● **DIRECTIONS FOR THIS TASK**: Repeat the lines below exactly as written, please, from the line with "middle pip: (254, 194)" to the line with "thumb mcp: (249, 332)", both lines included, and no others.

[Recorded data]
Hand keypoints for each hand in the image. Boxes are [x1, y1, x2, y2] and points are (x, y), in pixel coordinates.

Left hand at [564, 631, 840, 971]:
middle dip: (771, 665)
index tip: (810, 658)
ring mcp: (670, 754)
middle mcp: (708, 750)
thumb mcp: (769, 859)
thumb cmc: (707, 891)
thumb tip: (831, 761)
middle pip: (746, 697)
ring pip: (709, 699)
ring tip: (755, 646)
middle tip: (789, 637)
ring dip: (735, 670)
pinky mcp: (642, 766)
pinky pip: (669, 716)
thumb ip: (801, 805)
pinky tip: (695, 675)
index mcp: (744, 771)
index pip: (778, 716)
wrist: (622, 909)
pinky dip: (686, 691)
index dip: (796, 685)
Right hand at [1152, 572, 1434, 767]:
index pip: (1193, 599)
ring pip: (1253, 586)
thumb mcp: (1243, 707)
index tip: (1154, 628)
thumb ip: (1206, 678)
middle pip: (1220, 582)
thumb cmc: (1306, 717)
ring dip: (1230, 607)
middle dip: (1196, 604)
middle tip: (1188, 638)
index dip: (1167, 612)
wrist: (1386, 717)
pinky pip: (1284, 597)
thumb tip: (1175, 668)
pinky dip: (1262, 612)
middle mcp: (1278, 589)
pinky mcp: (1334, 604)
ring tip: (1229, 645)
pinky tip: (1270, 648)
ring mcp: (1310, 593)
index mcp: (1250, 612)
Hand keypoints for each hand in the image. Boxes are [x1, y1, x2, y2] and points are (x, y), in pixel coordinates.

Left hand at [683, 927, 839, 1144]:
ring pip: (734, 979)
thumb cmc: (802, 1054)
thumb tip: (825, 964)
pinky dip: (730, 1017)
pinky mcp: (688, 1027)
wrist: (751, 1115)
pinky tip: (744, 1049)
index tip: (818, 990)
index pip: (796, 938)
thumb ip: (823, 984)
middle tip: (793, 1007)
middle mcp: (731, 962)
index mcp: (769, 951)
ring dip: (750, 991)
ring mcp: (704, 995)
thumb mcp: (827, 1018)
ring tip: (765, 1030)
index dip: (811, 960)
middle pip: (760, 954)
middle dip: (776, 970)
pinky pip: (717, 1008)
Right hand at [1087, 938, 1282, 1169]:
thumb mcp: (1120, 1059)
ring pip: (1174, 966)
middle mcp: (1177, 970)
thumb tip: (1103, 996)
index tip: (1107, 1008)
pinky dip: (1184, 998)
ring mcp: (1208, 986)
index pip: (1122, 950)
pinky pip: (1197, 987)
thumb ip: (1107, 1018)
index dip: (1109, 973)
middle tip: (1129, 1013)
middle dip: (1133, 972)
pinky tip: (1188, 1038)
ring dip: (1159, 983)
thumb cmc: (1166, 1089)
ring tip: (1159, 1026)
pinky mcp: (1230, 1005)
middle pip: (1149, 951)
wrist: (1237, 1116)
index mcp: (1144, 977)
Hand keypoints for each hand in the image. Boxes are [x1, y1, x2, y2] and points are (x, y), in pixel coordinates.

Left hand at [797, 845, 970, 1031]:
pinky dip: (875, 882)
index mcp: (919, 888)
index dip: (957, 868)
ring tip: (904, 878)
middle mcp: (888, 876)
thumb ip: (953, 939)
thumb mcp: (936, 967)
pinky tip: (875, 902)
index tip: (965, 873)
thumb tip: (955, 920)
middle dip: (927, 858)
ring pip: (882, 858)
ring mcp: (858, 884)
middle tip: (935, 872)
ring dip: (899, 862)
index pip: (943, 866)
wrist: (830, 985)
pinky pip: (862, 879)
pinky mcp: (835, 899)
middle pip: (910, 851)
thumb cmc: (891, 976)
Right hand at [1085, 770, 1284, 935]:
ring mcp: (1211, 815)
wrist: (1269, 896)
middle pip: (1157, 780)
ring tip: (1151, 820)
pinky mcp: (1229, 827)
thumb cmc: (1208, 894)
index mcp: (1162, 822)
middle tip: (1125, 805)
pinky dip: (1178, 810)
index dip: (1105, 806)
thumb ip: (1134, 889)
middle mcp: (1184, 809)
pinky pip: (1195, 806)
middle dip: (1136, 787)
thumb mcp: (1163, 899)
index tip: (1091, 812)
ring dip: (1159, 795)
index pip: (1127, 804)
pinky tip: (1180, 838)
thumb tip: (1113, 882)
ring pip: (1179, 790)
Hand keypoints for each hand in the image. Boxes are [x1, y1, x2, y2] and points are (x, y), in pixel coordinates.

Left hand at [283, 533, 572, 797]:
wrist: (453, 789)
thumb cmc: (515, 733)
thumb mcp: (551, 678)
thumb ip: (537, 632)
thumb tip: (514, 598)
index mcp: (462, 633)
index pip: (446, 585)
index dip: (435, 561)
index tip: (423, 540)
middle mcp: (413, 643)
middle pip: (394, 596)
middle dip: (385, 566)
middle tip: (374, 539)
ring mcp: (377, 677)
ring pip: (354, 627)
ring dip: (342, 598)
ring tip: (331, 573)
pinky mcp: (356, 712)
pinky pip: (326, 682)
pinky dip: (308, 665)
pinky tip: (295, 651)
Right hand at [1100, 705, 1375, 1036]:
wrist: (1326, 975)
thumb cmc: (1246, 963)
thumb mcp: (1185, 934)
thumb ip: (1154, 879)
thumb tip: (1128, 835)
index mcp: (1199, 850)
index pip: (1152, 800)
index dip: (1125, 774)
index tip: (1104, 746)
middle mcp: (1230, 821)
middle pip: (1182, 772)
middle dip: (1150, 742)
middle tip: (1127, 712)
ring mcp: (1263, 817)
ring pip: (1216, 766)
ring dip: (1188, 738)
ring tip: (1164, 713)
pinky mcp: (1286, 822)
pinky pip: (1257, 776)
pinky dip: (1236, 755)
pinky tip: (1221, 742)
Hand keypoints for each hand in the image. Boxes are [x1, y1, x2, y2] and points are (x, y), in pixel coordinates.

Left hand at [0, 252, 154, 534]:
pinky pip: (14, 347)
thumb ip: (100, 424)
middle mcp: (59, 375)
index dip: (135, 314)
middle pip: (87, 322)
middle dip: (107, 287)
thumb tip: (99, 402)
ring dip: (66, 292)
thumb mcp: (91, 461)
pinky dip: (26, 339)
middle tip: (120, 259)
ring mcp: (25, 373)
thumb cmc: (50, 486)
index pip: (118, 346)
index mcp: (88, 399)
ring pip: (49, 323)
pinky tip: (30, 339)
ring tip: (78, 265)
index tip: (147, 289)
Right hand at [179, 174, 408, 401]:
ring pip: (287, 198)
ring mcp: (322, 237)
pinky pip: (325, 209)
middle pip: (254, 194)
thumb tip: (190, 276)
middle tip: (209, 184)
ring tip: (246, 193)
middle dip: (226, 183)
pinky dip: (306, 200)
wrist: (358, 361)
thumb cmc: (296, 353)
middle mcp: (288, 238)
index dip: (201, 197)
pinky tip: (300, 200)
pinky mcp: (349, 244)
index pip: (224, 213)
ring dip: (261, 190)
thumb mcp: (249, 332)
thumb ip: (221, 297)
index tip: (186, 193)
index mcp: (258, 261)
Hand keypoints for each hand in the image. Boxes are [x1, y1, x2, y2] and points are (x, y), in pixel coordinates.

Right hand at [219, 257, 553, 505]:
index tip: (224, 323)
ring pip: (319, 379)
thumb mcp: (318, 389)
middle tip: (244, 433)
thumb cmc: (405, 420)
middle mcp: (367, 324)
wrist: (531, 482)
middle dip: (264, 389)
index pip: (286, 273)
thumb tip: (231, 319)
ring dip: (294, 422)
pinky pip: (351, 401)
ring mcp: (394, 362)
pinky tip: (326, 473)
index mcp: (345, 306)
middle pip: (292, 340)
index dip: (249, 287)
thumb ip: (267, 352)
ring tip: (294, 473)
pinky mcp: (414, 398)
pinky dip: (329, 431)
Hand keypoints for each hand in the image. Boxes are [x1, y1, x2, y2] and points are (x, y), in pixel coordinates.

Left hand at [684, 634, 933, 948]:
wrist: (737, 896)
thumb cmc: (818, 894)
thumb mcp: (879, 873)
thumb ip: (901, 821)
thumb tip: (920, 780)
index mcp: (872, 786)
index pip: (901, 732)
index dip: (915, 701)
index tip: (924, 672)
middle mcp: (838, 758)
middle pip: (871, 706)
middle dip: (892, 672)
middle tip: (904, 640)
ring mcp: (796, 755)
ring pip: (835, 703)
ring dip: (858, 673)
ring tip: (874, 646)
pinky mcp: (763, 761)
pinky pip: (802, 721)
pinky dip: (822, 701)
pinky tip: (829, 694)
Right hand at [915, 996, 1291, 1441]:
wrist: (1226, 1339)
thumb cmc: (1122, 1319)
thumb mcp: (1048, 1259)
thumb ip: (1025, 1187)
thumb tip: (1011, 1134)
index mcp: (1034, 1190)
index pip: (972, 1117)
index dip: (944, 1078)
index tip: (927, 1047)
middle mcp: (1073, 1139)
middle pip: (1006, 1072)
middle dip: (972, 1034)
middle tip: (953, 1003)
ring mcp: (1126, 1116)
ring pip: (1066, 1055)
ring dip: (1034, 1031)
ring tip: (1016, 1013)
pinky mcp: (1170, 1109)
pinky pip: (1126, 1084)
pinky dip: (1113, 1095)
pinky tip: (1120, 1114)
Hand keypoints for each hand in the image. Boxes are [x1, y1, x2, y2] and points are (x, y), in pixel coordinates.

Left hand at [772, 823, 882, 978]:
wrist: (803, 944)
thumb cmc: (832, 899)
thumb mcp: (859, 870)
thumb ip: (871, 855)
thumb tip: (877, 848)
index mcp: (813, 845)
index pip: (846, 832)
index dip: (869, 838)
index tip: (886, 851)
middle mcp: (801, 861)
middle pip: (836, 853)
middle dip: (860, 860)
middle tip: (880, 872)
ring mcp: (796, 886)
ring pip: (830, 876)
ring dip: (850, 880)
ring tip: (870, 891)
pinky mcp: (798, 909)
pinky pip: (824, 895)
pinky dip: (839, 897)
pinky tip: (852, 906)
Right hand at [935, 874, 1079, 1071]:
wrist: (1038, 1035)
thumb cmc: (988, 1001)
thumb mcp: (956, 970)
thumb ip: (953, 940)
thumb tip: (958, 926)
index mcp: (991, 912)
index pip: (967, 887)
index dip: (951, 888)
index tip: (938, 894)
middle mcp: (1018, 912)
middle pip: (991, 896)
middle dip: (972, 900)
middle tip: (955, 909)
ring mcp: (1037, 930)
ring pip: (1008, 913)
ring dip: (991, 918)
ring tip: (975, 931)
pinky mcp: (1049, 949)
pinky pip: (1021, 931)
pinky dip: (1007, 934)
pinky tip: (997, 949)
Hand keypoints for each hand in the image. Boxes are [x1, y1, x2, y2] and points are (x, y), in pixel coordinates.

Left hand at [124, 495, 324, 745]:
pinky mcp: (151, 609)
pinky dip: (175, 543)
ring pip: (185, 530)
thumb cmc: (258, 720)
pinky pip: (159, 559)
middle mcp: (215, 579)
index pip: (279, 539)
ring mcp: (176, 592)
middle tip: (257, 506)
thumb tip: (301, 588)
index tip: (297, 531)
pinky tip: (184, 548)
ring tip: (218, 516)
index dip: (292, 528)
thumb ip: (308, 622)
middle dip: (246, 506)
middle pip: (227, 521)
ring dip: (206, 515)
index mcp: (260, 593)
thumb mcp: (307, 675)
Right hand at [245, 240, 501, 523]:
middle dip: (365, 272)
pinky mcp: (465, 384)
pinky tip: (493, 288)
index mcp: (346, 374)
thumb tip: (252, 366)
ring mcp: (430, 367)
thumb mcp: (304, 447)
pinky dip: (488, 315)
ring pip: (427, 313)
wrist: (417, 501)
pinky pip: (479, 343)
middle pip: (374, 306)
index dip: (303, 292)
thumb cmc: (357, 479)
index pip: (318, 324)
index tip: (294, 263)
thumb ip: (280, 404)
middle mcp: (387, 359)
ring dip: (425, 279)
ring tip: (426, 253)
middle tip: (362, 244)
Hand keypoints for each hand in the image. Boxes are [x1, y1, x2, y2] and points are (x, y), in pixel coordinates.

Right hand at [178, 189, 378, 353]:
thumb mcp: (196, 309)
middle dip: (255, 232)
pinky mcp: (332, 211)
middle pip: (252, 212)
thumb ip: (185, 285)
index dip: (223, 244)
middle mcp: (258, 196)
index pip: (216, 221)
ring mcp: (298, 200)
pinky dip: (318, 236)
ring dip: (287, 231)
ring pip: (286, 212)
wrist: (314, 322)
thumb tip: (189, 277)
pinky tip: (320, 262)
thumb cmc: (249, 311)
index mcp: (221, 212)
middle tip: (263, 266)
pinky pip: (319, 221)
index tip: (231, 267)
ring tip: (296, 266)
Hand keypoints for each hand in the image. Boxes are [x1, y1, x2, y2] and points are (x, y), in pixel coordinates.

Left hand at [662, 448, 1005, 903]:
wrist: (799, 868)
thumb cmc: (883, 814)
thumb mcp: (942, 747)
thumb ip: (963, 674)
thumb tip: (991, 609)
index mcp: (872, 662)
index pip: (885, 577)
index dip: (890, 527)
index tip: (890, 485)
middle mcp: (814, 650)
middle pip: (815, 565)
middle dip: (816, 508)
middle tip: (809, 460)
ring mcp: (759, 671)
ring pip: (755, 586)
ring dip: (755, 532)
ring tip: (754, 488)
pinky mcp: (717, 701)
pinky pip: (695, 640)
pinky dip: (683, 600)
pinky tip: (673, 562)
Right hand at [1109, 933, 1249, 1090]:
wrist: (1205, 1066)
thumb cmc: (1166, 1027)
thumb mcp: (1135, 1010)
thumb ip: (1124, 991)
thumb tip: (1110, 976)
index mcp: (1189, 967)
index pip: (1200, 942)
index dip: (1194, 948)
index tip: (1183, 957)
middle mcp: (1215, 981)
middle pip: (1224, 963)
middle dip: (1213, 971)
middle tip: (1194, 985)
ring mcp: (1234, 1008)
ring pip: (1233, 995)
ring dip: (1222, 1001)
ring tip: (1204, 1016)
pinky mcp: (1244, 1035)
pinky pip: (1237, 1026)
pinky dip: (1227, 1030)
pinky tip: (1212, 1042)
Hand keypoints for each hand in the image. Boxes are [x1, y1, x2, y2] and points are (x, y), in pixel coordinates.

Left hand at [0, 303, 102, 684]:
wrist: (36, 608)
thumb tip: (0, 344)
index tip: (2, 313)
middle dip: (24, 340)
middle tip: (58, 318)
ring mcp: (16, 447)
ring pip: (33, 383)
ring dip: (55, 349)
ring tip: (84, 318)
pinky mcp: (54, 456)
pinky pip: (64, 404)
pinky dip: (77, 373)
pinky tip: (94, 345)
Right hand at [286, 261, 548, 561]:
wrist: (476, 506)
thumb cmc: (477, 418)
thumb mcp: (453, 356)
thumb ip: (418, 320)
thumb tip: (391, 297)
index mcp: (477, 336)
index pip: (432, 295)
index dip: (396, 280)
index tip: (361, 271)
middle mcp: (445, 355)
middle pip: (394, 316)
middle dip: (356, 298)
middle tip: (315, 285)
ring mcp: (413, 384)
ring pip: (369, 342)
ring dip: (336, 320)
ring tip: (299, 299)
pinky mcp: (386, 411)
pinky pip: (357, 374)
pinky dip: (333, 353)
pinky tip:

● **EXERCISE RESPONSE**:
middle pip: (254, 194)
thumb tip: (190, 276)
middle tip: (209, 184)
ring tip: (246, 193)
middle dip: (226, 183)
pinky dip: (306, 200)
wrist: (358, 361)
thumb cmc: (296, 353)
middle mcp: (288, 238)
index dip: (201, 197)
pinky tip: (300, 200)
pinky mcp: (349, 244)
index pip: (224, 213)
ring dip: (261, 190)
thumb mcp: (249, 332)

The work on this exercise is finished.